The intention of this law is to protect occupants and the workers from the potentially harmful ingestion of lead paint particles or dust that are disturbed during the renovation process.  As you might guess, some contractors are less than thrilled with this new requirement.  The certification and training costs them money and the prescribed procedures create more labor and expense.  It’s a controversial topic among contractors to say the least.

However, I’m more interested in how this new law impacts homeowners like me, especially the “pregnant” me I am pretending to be in the following conversation with James A. Kozachek, a construction law and litigation partner/owner at Bisgaier Hoff, LLC, a law firm in the greater NYC area.

I asked James to join me in a little game of She Asked/He Said about lead paint and how this new rule impacts homeowners and home sellers.

Remember, in this scenario, I’m pregnant, so I apologize in advance if my hormones get the best of me.  I’m in full-on-mommy-mode, which makes me about as irritable and protective as a grizzly bear with cubs. Here goes….

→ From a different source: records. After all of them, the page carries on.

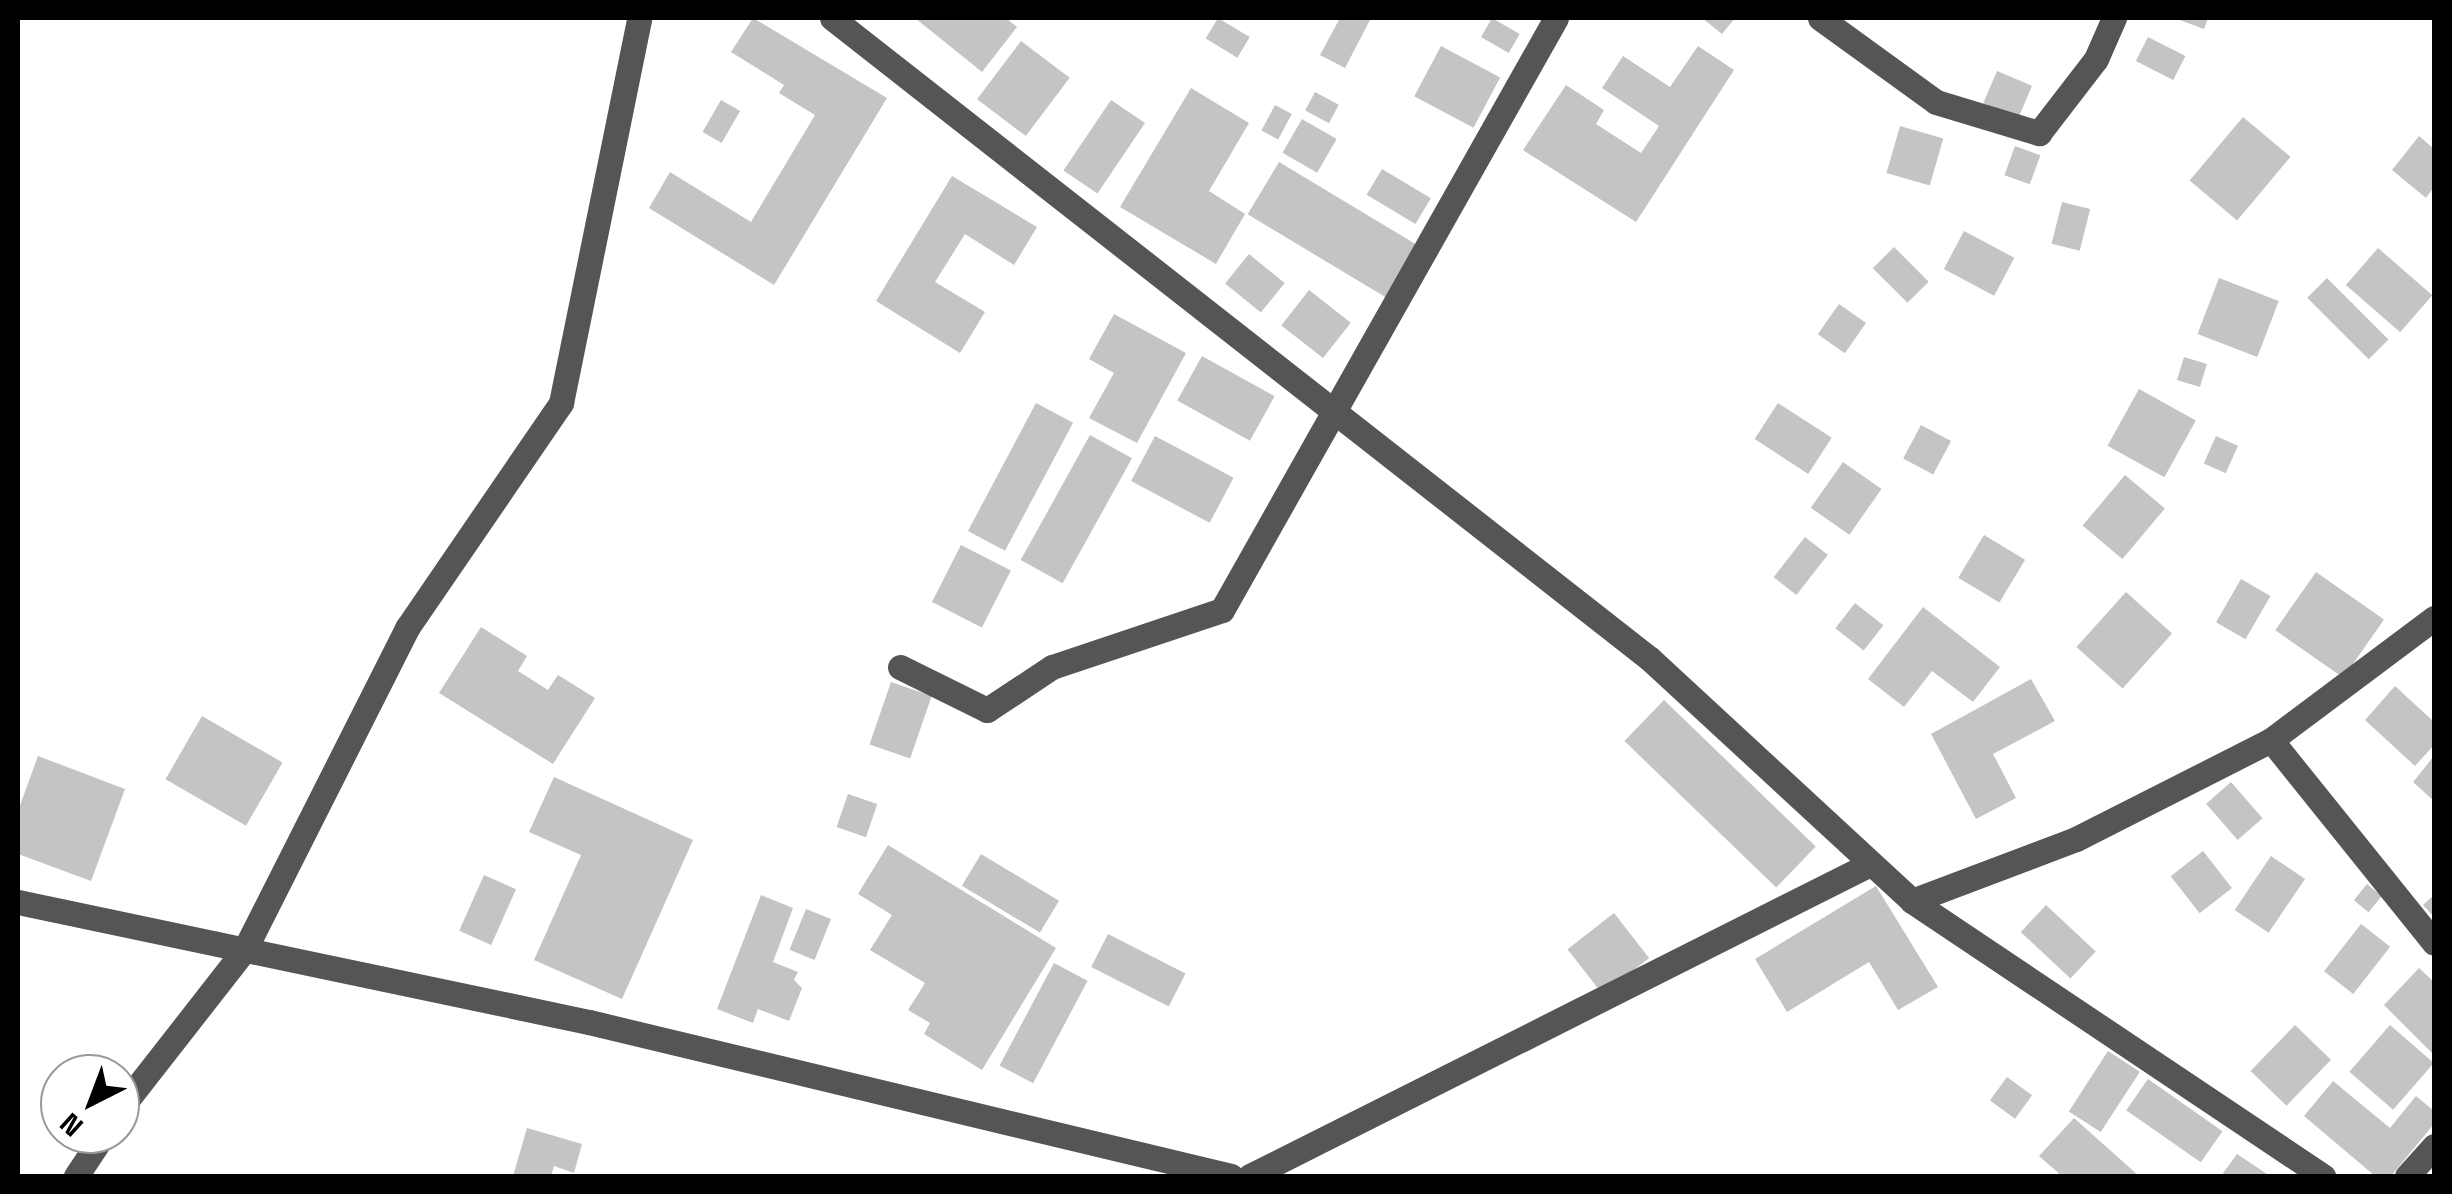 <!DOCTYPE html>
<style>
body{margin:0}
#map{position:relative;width:2452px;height:1194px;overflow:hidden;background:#fff;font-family:"Space Grotesk",sans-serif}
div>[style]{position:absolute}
.building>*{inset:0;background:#c4c4c4;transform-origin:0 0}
.minor>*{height:25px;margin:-12.5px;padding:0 12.5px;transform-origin:12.5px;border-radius:12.5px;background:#555}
span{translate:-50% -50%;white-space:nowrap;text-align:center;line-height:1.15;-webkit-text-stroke:9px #fff;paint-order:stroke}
.frame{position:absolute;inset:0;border:20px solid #000;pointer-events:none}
.north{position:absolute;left:40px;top:1054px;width:100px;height:100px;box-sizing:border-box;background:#fff;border:2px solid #999;border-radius:50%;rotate:222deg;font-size:28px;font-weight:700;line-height:40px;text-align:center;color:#000}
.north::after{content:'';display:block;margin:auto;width:35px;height:45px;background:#000;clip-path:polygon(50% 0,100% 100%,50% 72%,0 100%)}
</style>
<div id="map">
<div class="building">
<div style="clip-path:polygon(753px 18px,887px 98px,774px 285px,649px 208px,670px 172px,751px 222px,815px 115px,779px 93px,784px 85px,731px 52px)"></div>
<div style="clip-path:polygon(915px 18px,1006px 18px,1017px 27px,982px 72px)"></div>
<div style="left:1218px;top:18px;width:37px;height:24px;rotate:31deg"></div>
<div style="clip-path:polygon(1340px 18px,1371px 18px,1345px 68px,1320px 55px)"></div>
<div style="left:1492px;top:18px;width:32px;height:22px;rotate:30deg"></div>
<div style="clip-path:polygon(1702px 18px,1735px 18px,1722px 34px)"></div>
<div style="clip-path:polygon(2174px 18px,2208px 18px,2204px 29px)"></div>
<div style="left:2148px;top:37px;width:42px;height:27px;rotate:27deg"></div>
<div style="left:1021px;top:41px;width:61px;height:73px;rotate:37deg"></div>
<div style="left:1441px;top:46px;width:67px;height:57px;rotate:28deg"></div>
<div style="clip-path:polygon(1698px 46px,1734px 70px,1636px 222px,1523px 150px,1566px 85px,1604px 110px,1596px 124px,1641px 153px,1659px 126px,1602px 88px,1623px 56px,1670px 87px)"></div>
<div style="left:1997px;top:71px;width:38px;height:35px;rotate:23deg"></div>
<div style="clip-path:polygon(1191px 88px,1249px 123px,1209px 191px,1245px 214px,1216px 264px,1120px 207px)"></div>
<div style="left:1315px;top:92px;width:27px;height:21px;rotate:28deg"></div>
<div style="left:721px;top:100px;width:22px;height:37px;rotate:30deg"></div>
<div style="left:1111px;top:100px;width:41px;height:85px;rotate:34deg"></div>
<div style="left:1275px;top:105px;width:19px;height:29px;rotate:28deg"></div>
<div style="left:2243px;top:117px;width:62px;height:83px;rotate:40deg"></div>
<div style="left:1302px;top:119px;width:40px;height:39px;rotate:30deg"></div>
<div style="left:1900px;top:126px;width:45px;height:49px;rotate:16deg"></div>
<div style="clip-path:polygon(2419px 136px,2434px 149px,2434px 187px,2426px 198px,2392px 170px)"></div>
<div style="left:2015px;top:146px;width:27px;height:31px;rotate:20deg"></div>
<div style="left:1279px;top:162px;width:167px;height:61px;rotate:31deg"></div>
<div style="left:1382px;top:169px;width:57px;height:30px;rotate:31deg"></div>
<div style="clip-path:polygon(952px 176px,1037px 227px,1014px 265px,965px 234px,935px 282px,985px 312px,960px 353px,876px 301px)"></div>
<div style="left:2062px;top:202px;width:29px;height:43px;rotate:14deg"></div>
<div style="left:1964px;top:231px;width:57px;height:43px;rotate:28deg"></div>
<div style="left:1894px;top:247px;width:49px;height:30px;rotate:45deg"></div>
<div style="left:2378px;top:248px;width:72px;height:49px;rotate:41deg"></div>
<div style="left:1249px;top:254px;width:46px;height:38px;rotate:39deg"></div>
<div style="left:2219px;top:278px;width:64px;height:60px;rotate:21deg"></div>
<div style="left:2327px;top:278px;width:87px;height:28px;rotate:45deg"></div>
<div style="left:1309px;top:290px;width:53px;height:45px;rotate:38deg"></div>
<div style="left:1839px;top:304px;width:33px;height:37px;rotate:35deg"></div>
<div style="clip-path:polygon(1114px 314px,1186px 353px,1137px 443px,1089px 418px,1114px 373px,1089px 359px)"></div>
<div style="left:1202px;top:356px;width:83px;height:51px;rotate:29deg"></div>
<div style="left:2184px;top:357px;width:24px;height:24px;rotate:17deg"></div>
<div style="left:2139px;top:389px;width:65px;height:65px;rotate:29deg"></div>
<div style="left:1036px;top:403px;width:42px;height:145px;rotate:28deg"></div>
<div style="left:1778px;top:403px;width:64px;height:43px;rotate:33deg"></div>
<div style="left:1921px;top:425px;width:34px;height:38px;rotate:28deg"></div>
<div style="left:1090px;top:435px;width:48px;height:143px;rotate:29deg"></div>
<div style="left:1155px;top:436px;width:89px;height:51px;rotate:28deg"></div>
<div style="left:2216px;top:436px;width:24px;height:30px;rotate:24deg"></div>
<div style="left:1843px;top:462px;width:47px;height:56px;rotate:35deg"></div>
<div style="left:2125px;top:475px;width:52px;height:66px;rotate:40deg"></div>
<div style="left:1984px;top:535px;width:48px;height:50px;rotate:31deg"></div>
<div style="left:1805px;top:537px;width:29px;height:51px;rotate:38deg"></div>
<div style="left:961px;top:545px;width:56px;height:64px;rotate:27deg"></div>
<div style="left:2316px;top:572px;width:83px;height:71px;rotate:35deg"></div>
<div style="left:2241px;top:579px;width:34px;height:50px;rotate:30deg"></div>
<div style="left:2126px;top:592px;width:62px;height:74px;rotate:42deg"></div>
<div style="left:1855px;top:603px;width:36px;height:32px;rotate:38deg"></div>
<div style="clip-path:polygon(1923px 607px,2000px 667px,1973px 702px,1932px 671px,1904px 707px,1868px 679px)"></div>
<div style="clip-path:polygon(481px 627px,527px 656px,518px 671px,548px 690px,558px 675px,595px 698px,553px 764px,439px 693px)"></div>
<div style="clip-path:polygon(2031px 679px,2055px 721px,1993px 754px,2016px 798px,1976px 819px,1931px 734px)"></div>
<div style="left:891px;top:682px;width:43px;height:66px;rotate:19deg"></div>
<div style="clip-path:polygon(2395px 686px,2434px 722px,2434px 745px,2415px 766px,2365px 720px)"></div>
<div style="left:1664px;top:700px;width:211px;height:57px;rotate:44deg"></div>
<div style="left:202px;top:716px;width:93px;height:73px;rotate:30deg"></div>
<div style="clip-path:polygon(38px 756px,125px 789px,91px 881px,18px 854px,18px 811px)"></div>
<div style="clip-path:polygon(2434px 756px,2434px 801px,2413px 782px)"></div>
<div style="clip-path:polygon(554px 777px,693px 840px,622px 999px,534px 960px,581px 855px,529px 832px)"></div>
<div style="left:2231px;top:782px;width:48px;height:33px;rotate:49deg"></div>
<div style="left:848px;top:794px;width:31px;height:35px;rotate:19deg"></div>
<div style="clip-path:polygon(888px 845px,1056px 948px,982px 1070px,924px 1034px,930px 1023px,908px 1010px,925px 983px,870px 950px,892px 915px,858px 894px)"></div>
<div style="left:2203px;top:851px;width:47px;height:41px;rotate:52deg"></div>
<div style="left:981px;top:854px;width:91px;height:37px;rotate:31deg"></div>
<div style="left:2271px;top:856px;width:41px;height:65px;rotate:34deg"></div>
<div style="left:484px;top:875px;width:35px;height:61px;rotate:24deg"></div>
<div style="left:2367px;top:884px;width:19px;height:21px;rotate:39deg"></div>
<div style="clip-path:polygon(1876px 886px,1938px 987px,1898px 1010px,1869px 962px,1787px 1012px,1755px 959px)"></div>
<div style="clip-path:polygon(761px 895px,793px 908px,773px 962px,798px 972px,794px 980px,802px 988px,789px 1021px,758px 1009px,753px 1023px,717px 1009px)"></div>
<div style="clip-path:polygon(2434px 895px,2434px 917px,2423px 905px)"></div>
<div style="left:2046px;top:905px;width:68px;height:37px;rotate:43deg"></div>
<div style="left:806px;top:909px;width:27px;height:44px;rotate:22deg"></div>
<div style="left:1614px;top:913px;width:57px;height:59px;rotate:52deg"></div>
<div style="left:2361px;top:924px;width:37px;height:60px;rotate:38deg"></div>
<div style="left:1108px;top:934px;width:87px;height:37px;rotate:27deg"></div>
<div style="left:1054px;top:963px;width:38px;height:116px;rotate:28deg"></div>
<div style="clip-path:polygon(2419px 968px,2434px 982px,2434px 1055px,2384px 1005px)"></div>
<div style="left:2295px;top:1025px;width:50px;height:64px;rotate:44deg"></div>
<div style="left:2390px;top:1025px;width:58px;height:62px;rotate:41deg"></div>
<div style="left:2108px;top:1051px;width:38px;height:72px;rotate:33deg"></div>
<div style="left:2007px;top:1077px;width:31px;height:29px;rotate:36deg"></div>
<div style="left:2148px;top:1079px;width:91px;height:38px;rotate:35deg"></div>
<div style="clip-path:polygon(2333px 1081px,2390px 1128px,2416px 1096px,2434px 1111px,2434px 1124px,2391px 1176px,2375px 1176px,2304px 1116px)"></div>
<div style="clip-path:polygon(2074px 1118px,2139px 1176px,2062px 1176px,2039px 1156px)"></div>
<div style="clip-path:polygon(527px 1128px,582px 1144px,574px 1173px,554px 1166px,551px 1176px,513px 1176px)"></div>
<div style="clip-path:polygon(2237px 1154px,2270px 1176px,2221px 1176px)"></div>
</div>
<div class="minor">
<div style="left:832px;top:18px;width:1039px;rotate:38.08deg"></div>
<div style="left:1650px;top:659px;width:357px;rotate:42.7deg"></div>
<div style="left:1912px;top:901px;width:495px;rotate:33.8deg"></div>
<div style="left:1820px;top:18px;width:143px;rotate:35.9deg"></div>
<div style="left:1936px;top:102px;width:108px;rotate:16.8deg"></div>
<div style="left:2039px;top:133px;width:93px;rotate:-52.4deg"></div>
<div style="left:2096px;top:59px;width:45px;rotate:-66.3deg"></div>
<div style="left:900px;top:667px;width:97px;rotate:26.3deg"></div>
<div style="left:987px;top:710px;width:78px;rotate:-33.5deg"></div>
<div style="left:1052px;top:667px;width:179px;rotate:-18.5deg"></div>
<div style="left:1222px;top:610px;width:680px;rotate:-60.57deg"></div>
<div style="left:2271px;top:740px;width:260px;rotate:51.2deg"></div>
<div style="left:1912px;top:901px;width:175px;rotate:-20.7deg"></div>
<div style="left:2076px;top:839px;width:219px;rotate:-26.9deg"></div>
<div style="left:2271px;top:740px;width:204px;rotate:-36.8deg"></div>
<div style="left:18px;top:902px;width:583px;rotate:11.87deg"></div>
<div style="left:589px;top:1022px;width:660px;rotate:13.49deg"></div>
<div style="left:120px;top:1109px;width:203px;rotate:-52deg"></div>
<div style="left:245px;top:949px;width:360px;rotate:-63.2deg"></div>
<div style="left:407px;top:628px;width:273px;rotate:-55.6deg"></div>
<div style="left:561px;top:403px;width:393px;rotate:-78.5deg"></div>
<div style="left:76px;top:1176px;width:50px;rotate:-56.3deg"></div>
<div style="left:1250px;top:1176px;width:694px;rotate:-26.71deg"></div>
<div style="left:2407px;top:1176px;width:40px;rotate:-48deg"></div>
</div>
<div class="frame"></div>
<div class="north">N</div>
</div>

Trish: James, my husband and I have found the cutest little 3-bedroom Craftsman bungalow, circa 1972.  There’s room for us, our soon-to-be-born son (I’m expecting in June!), and perhaps another little one in a couple of years or so.  It’s perfect in every way – except my mother-in-law insists we shouldn’t buy an older home because it may have lead paint in it.  I usually ignore her, but in this case, I am concerned.  Should I be?